Developers are being urged to undo the damage they have done to residents' quality of life by acting to curb the "heat island" effect that has made parts of Hong Kong up to five degrees hotter than people can comfortably tolerate.

A government team has drawn up the city's first climatic map - derived from a four-year study commissioned by the Planning Department in 2006 - that highlights a dozen densely populated urban areas as hot spots.

They are Sheung Wan, Central, Causeway Bay, Wan Chai, North Point, Tsim Sha Tsui, Tsuen Wan, Kwun Tong, Sham Shui Po, Mong Kok, Lai Chi Kok and Tseung Kwan O.

"These areas are five degrees Celsius higher compared with an environment offering people thermal comfort," Professor Edward Ng Yan-yung from Chinese University, who led the study team, said.

As well as looking at the air temperature of each district, the map takes into account the development density, topography, wind velocity, humidity, radiation and human activities of each area to calculate the "physiological equivalent temperatures", which measure thermal comfort - conditions in which humans neither feel too hot nor too cold.

While environmentalists have warned for years about the heat effects of high, wall-like buildings and destruction of urban greenery, Ng points to two new developments that are likely to make Tsim Sha Tsui even hotter.

"The building of The Masterpiece [a residential high-rise] alone will add one to two degrees Celsius to the district," Ng said. "It's not about its height but its large podium blocking the airflow."

He said the removal of a grassy, tree-shaded hill inside the former marine police headquarters - a once-green oasis at the tip of Tsim Sha Tsui now redeveloped as Heritage 1881 - was also expected to raise the temperature in the district.

He urged the government to protect other sites along the city's breezeways - open areas that channel wind flow - from massive developments on new rail lines that threaten to turn them into hot spots, too. They include Kowloon City, Ma Tau Kok, West Kowloon, Shek Kip Mei, Kwun Tong industrial centre, Kennedy Town, Wong Chuk Hang and waterfront areas of Tseung Kwan O.

Apart from protecting the breezeways, developers should also reduce their projects' impact on the wind flow, the study team that produced the draft map said.

The team said this could be done by including a minimum of 30 per cent green areas in new developments, using building materials that absorb less heat and are therefore cooler, and requiring shaded areas and building-free zones in hot spots.

"What happened to Tsuen Wan and Nam Cheong are mistakes," Ng said, referring to wall-like buildings proposed above Tsuen Wan and Nam Cheong stations. "The proposed developments there are unsustainable in the long run and building air-conditioned malls is not a solution to the heat island effect," he said.

A Planning Department spokeswoman said the map drawn up by the consultants would be refined with more experts' views and the department would consult the public when the study's recommendations were released next year.

New building and planning rules to restrict development designs have been proposed by the Council for Sustainable Development, which is holding a public consultation due to end this month.

Under the proposal, developers could be asked to leave wider pedestrian streets and be banned from building podium structures. But whether to implement it by law or with incentives is still subject to heated debate among interested parties, and no timetable has been set.

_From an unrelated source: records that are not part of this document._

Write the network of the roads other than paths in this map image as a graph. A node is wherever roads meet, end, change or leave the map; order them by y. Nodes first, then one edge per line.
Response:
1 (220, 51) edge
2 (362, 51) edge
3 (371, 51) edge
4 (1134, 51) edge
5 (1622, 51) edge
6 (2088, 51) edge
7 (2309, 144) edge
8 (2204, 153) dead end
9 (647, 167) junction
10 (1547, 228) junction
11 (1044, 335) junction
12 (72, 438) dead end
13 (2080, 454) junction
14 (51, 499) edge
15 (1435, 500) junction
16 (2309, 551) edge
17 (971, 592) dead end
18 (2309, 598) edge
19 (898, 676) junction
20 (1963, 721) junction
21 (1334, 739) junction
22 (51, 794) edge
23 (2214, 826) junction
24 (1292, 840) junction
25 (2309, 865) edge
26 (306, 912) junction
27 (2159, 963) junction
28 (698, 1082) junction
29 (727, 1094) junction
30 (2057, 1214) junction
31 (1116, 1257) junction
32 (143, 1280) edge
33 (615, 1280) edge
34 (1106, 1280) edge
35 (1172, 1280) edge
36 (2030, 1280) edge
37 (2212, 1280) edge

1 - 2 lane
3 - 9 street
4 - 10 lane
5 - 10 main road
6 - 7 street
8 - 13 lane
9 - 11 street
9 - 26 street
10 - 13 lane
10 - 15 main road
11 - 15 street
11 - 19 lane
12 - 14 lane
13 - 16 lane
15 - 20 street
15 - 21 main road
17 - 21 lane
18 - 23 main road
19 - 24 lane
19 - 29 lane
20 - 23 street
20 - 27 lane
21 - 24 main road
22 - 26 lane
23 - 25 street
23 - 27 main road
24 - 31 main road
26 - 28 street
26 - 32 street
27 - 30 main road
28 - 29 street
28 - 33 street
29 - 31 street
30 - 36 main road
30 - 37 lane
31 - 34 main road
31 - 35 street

In Germany, federal building law states that developments must not worsen the environment. The country drew up a climatic map in the 1980s and a team of experts was hired to advise planners on development scales and designs.

Tokyo started a similar initiative in 2002. The government is planning to demolish overpacked building blocks along Kanni Road to bring sea breezes back to the city centre.

The chairman of the Professional Green Building Council, Wong Kam-sing, said the study offered useful data for refining the city's planning rules. He said the labelling scheme for green buildings would be revamped in November.

The government and developers wanting to certify their developments as environmentally-friendly will have to conduct air ventilation studies to demonstrate they have no or little impact on wind environment.

"The result of the air ventilation study will become an influential factor in the new scheme of assessment," he said. Developments' impact on wind environment only accounts for two of 110 points under the current scheme.

The administration pledged in May that all newly built government buildings with a floor area of more than 10,000 square metres would be certified.

Wong said it was not necessarily costly to design a cool environment. "You can just do it simply by using light-coloured paint and tiles," he said, adding that the city showed its insensitivity by constructing buildings in dark colours and using asphalt to pave roads.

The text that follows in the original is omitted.